§ **What you will do**
From the listing below, copy each line that contains the word "roads".

§ **Records provided**
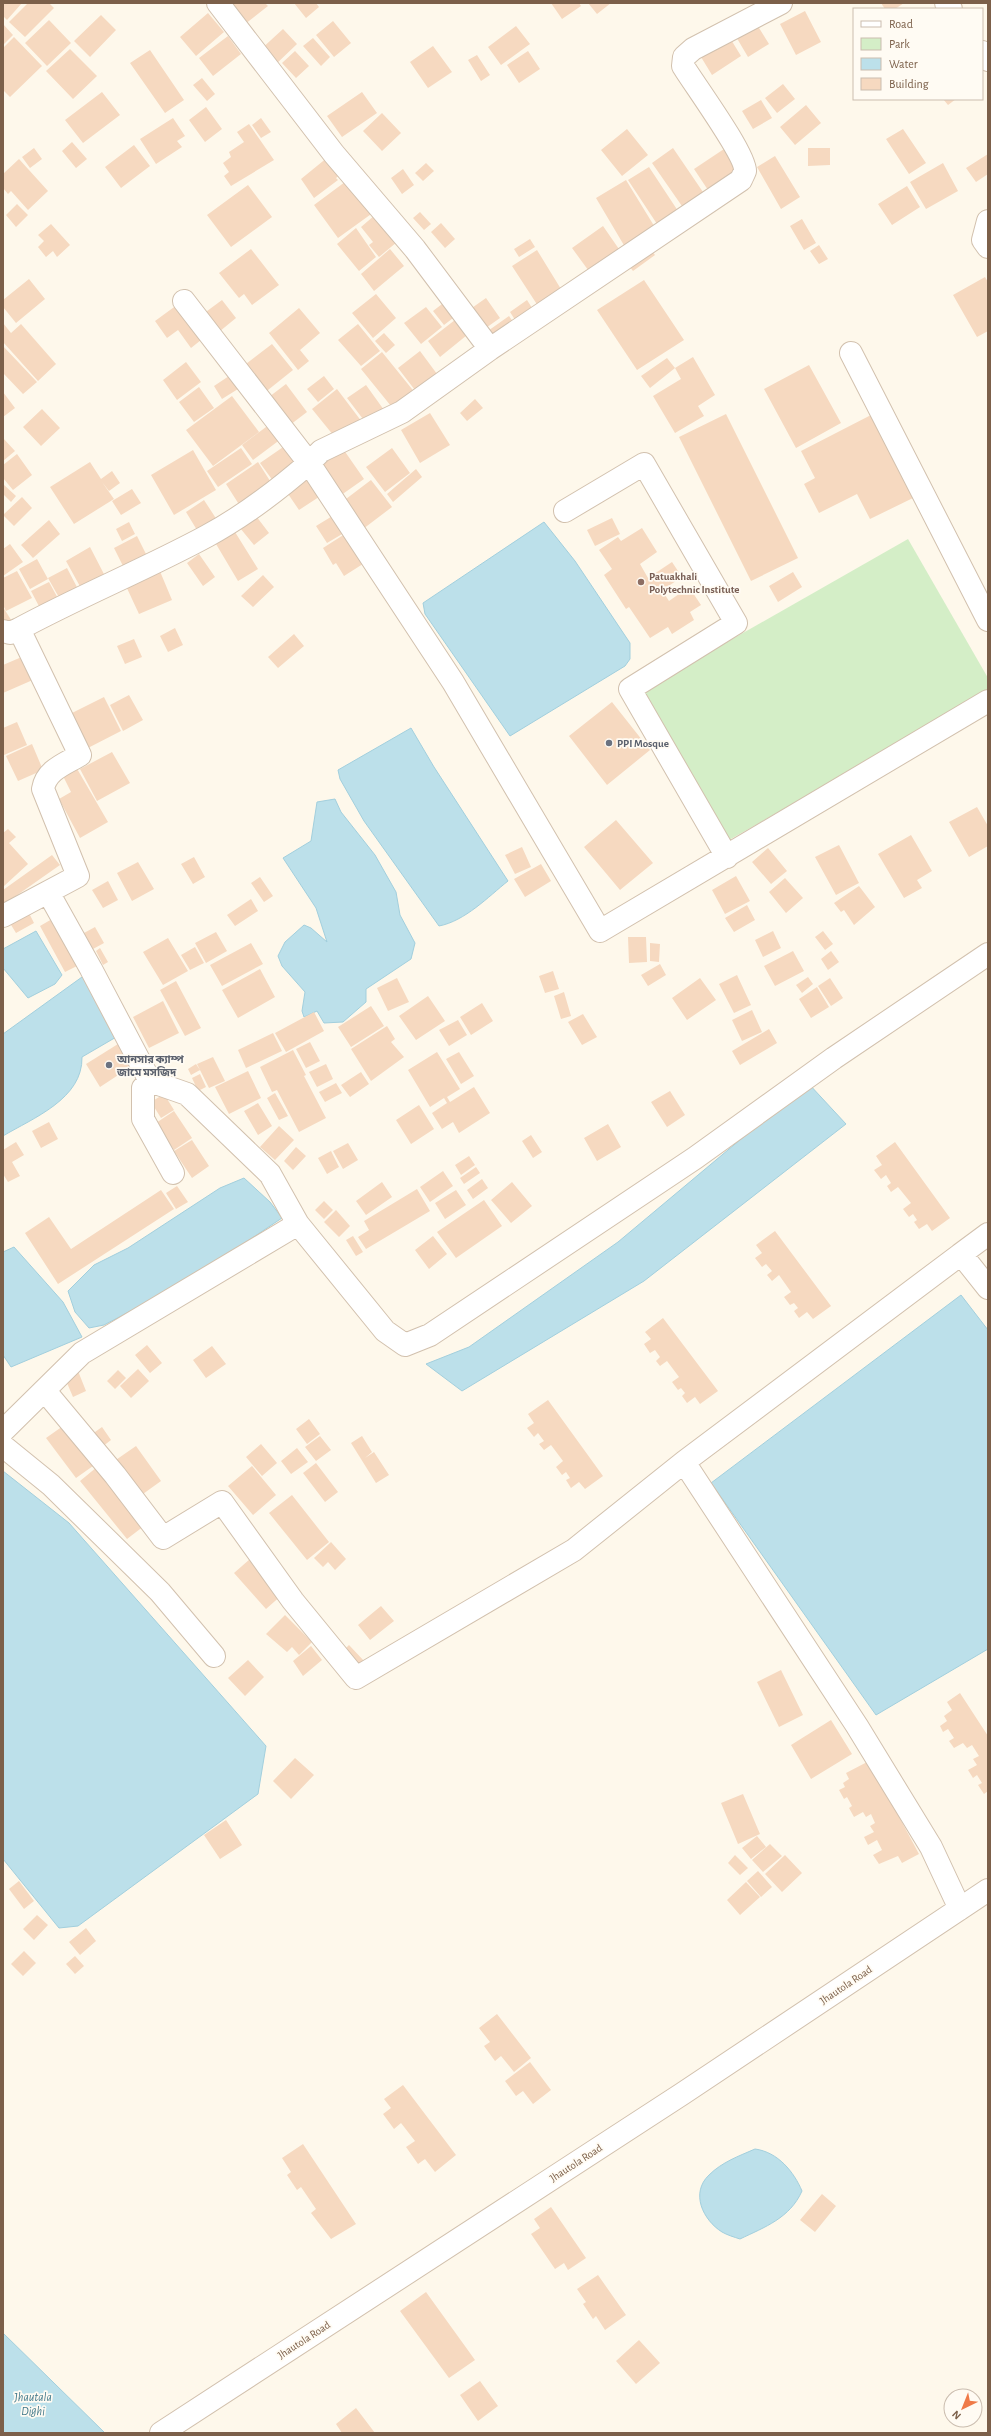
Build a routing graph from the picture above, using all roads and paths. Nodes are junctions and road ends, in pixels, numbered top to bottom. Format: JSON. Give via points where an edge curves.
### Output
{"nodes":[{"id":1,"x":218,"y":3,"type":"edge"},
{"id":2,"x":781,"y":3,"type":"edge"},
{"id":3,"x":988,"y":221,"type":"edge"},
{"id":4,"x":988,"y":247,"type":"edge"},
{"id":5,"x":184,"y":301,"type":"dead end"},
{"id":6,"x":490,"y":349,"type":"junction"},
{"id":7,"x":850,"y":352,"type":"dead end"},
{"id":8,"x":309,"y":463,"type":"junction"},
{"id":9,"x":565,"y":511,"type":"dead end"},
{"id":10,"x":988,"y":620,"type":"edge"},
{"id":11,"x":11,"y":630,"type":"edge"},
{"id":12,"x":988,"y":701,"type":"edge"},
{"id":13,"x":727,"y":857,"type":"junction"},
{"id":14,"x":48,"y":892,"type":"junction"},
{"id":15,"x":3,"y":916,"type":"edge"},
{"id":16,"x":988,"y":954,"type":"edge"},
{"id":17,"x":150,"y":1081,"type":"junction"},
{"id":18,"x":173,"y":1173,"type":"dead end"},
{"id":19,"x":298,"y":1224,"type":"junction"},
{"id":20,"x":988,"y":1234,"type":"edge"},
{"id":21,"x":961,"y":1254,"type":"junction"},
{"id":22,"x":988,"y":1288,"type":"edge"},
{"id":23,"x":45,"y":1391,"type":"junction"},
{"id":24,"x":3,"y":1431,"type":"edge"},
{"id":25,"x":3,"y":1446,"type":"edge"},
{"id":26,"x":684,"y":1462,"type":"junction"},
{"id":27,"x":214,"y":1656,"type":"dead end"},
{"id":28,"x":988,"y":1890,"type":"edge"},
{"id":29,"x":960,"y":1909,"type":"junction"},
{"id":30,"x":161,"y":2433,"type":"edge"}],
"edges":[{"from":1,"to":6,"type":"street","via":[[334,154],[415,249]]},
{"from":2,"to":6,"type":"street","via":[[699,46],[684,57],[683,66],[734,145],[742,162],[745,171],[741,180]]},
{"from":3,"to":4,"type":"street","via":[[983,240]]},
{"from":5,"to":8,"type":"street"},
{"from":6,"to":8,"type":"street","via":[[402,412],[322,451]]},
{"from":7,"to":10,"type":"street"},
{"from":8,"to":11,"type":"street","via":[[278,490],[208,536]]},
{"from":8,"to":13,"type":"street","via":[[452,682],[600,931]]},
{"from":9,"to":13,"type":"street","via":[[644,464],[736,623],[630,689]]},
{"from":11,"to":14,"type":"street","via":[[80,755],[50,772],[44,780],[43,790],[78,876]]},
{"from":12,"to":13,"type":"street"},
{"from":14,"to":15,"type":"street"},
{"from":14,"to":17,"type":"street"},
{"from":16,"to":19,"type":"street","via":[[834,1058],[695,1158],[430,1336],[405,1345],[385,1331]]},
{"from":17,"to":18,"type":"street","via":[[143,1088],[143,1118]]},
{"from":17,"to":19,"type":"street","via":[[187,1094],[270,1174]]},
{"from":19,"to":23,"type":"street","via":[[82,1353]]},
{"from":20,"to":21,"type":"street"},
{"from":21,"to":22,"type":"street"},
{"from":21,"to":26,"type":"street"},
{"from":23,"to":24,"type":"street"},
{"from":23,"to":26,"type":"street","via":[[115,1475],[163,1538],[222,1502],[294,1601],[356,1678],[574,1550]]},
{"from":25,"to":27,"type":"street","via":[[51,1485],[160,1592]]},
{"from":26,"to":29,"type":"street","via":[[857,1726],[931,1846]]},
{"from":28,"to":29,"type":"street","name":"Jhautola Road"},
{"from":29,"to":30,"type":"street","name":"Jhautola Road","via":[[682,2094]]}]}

...

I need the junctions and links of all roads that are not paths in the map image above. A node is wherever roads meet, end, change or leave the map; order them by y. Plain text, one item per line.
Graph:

§ **Exercise response**
Build a routing graph from the picture above, using all roads and paths. Nodes are junctions and road ends, in pixels, numbered top to bottom. Format: JSON. Give via points where an edge curves.
I need the junctions and links of all roads that are not paths in the map image above. A node is wherever roads meet, end, change or leave the map; order them by y. Plain text, one item per line.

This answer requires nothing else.